◆ **Required work**:
How many lines below include the string "translate"? State the number alone.

--- The records Enclosed Below ---

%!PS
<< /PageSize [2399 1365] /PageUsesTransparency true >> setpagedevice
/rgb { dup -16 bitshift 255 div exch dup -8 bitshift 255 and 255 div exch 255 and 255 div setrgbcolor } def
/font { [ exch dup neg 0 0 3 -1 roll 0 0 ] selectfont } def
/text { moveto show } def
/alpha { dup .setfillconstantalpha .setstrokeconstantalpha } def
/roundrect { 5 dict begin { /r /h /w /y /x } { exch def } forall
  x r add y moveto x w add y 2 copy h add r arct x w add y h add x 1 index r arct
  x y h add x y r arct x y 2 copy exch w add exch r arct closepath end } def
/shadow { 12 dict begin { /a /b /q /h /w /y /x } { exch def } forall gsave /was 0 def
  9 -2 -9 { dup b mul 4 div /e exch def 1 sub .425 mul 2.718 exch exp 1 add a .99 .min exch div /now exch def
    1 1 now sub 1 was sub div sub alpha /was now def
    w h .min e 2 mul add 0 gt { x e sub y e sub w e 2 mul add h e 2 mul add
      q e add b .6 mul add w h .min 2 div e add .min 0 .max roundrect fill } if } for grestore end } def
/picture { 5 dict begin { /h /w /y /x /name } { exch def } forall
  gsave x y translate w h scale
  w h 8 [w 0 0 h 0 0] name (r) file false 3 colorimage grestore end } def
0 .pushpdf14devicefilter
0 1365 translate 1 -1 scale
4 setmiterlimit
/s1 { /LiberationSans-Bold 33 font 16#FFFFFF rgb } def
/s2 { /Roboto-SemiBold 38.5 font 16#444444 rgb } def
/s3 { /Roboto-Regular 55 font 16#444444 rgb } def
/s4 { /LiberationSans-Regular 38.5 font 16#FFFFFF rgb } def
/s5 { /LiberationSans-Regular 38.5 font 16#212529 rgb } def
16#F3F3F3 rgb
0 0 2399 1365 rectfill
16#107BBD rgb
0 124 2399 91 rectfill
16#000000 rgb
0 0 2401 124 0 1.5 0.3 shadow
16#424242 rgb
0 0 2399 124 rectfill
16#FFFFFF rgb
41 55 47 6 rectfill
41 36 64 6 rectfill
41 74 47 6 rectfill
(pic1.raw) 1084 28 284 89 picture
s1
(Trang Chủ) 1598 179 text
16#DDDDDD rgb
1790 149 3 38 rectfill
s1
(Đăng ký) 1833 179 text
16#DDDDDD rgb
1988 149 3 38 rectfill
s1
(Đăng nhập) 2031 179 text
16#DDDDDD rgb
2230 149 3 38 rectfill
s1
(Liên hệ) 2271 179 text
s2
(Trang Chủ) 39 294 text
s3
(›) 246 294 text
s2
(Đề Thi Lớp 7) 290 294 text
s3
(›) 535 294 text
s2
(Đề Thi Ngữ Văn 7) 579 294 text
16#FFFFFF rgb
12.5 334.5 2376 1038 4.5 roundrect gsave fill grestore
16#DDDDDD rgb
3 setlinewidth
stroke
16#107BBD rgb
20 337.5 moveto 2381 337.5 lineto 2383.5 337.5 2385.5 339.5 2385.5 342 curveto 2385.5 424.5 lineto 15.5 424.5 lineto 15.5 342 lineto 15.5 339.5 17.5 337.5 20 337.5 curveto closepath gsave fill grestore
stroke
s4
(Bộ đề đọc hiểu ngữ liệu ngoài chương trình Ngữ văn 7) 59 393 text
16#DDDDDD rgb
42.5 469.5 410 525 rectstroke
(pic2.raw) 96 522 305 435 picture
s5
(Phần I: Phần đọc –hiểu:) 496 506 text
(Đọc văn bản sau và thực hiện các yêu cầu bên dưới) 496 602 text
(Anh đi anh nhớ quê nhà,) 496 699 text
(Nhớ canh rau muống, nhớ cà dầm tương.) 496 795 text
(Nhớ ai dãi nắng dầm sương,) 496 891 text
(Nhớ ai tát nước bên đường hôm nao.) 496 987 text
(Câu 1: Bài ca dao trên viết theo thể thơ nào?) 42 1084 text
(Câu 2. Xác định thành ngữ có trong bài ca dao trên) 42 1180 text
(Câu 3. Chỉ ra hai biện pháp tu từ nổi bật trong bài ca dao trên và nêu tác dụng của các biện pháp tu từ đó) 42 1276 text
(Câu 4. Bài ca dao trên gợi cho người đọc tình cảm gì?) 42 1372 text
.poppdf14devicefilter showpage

--- End of Enclosed The records ---

◆ **Solution**:
2